There’s a vegetarian offering and also a ‘Healthy Breaky’ which features two lean bacon, grilled sausage, mushrooms, wholemeal toast, choice of egg, tea or coffee. Apart from the wholemeal toast, the ‘healthy’ elements are the fact the bacon is ‘lean’, the sausage grilled and you can order a poached egg rather than a fried one.
I went for the mid-range ‘number two’ (£6.50) - two bacon, sausage, egg, beans, hash brown, two toast and tea - and it was faultless. The bacon was perfectly cooked and there was plenty of it, golden yolk flooded out of the fried egg as soon as I cut into it and the plump and juicy sausage was a proper old-fashioned café banger.
The hash brown was crisp and piping hot, the beans plentiful and glossy and the generously buttered toast was the thin, sliced white stuff rather than posh artisan sourdough and perfect for wiping the egg yolk and smears of ketchup off the plate at the end.
Tea or coffee is included in the price and you are given an empty mug to make it yourself.
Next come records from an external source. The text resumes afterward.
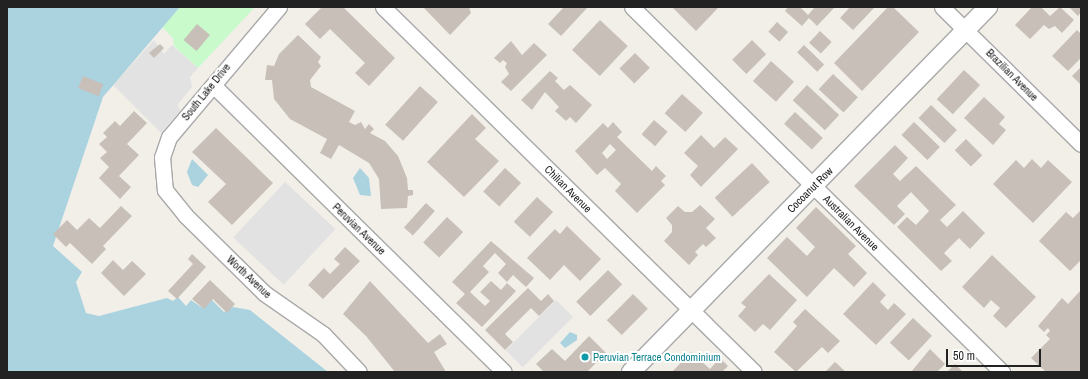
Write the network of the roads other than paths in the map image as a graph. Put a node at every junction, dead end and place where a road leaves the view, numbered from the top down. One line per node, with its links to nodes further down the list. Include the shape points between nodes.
1 (279, 7): 7 (street, South Lake Drive, via 225,68)
2 (383, 7): 11 (street, Chilian Avenue)
3 (632, 7): 9 (street, Australian Avenue)
4 (942, 7): 6 (street, Brazilian Avenue)
5 (988, 7): 6 (street, Cocoanut Row)
6 (965, 30): 8 (street, Brazilian Avenue); 9 (street, Cocoanut Row)
7 (214, 86): 10 (street, South Lake Drive, via 174,130 164,146 162,171); 13 (street, Peruvian Avenue)
8 (1081, 144)
9 (814, 186): 11 (street, Cocoanut Row); 16 (street, Australian Avenue)
10 (166, 190): 12 (street, Worth Avenue, via 185,215 264,293 323,334)
11 (691, 310): 14 (street, Cocoanut Row); 15 (street, Chilian Avenue)
12 (359, 372)
13 (504, 372)
14 (631, 372)
15 (754, 372)
16 (1002, 372)

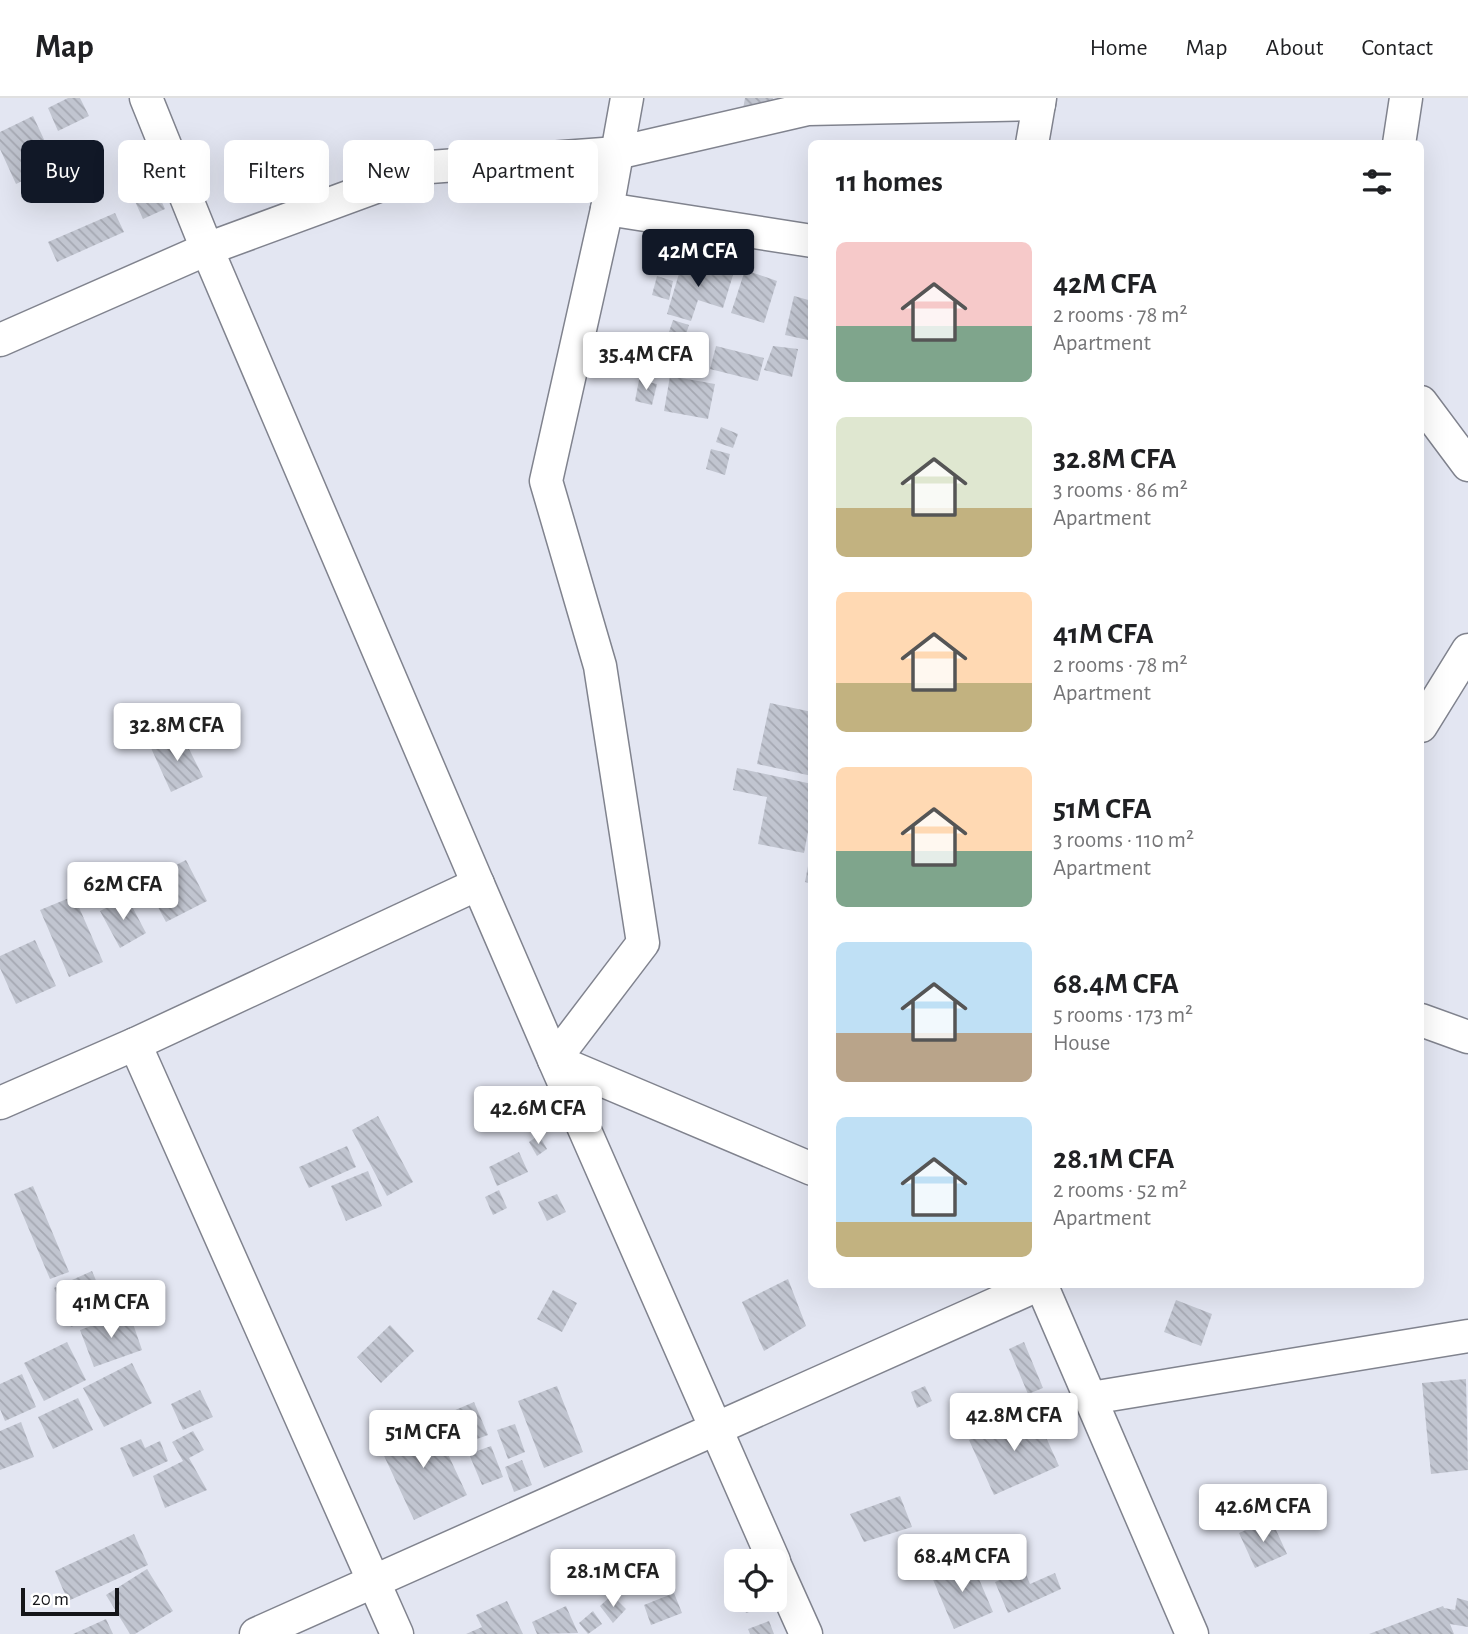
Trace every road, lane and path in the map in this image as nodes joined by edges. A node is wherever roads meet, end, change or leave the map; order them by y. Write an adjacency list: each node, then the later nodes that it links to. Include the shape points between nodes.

If ordering separately, the tea is only £1 and the coffee (instant, nothing fancy) is £1.20, although most diners were washing their breakfasts down with cold cans of 7Up or Fanta.
Proper cafes like this are a sadly dying breed but the good ones are well supported and still busier than ever. And, yes, Bristol Live readers who voted for Abbott’s Kitchen were spot on for crowning it the best in the city - it’s a genuine greasy spoon gem.
Abbott’s Kitchen, 95 East Dundry Road, Whitchurch, Bristol, BS14 0LN.